* **What the exercise asks**
So that the copy stays text only, transcribe the data below exactly and exclude the images.

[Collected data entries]
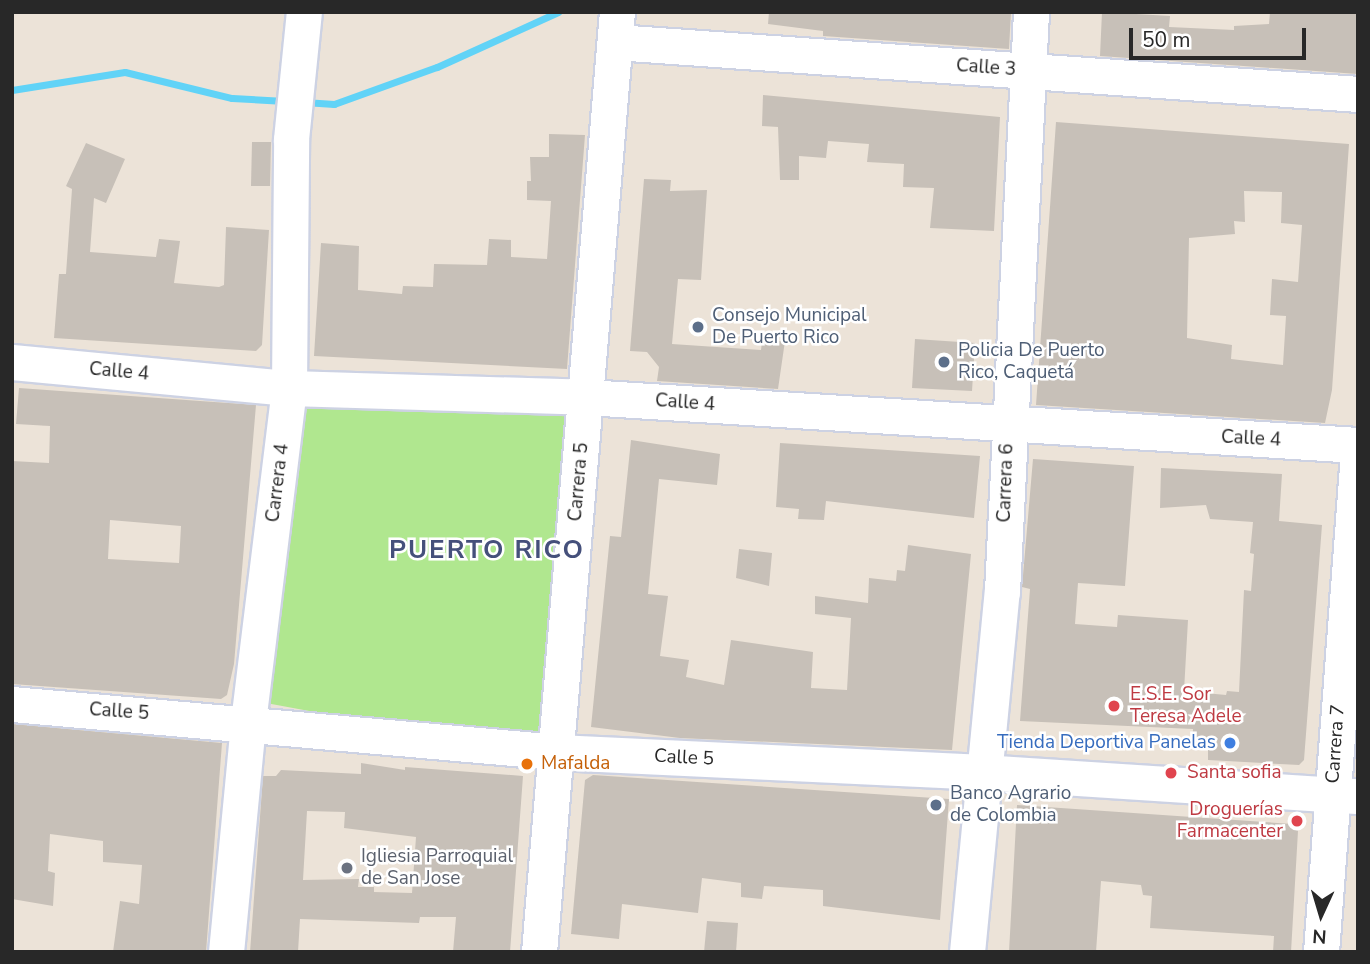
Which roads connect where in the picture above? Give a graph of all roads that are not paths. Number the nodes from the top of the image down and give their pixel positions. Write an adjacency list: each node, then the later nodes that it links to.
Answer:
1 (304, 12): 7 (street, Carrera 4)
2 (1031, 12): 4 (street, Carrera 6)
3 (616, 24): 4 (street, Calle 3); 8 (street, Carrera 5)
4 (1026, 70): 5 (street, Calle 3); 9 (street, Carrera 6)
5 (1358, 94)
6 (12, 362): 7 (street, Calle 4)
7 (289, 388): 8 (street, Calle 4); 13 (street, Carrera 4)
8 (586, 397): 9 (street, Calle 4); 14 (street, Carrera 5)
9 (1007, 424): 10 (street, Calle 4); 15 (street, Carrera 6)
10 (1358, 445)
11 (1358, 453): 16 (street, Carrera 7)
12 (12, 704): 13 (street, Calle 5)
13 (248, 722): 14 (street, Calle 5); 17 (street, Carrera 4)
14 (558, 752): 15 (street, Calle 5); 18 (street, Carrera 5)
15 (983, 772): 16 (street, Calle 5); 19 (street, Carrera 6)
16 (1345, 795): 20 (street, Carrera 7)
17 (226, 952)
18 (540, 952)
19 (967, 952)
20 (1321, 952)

* **Written solution**
Which roads connect where in the picture above? Give a graph of all roads that are not paths. Number the nodes from the top of the image down and give their pixel positions. Write an adjacency list: each node, then the later nodes that it links to.
Answer:
1 (304, 12): 7 (street, Carrera 4)
2 (1031, 12): 4 (street, Carrera 6)
3 (616, 24): 4 (street, Calle 3); 8 (street, Carrera 5)
4 (1026, 70): 5 (street, Calle 3); 9 (street, Carrera 6)
5 (1358, 94)
6 (12, 362): 7 (street, Calle 4)
7 (289, 388): 8 (street, Calle 4); 13 (street, Carrera 4)
8 (586, 397): 9 (street, Calle 4); 14 (street, Carrera 5)
9 (1007, 424): 10 (street, Calle 4); 15 (street, Carrera 6)
10 (1358, 445)
11 (1358, 453): 16 (street, Carrera 7)
12 (12, 704): 13 (street, Calle 5)
13 (248, 722): 14 (street, Calle 5); 17 (street, Carrera 4)
14 (558, 752): 15 (street, Calle 5); 18 (street, Carrera 5)
15 (983, 772): 16 (street, Calle 5); 19 (street, Carrera 6)
16 (1345, 795): 20 (street, Carrera 7)
17 (226, 952)
18 (540, 952)
19 (967, 952)
20 (1321, 952)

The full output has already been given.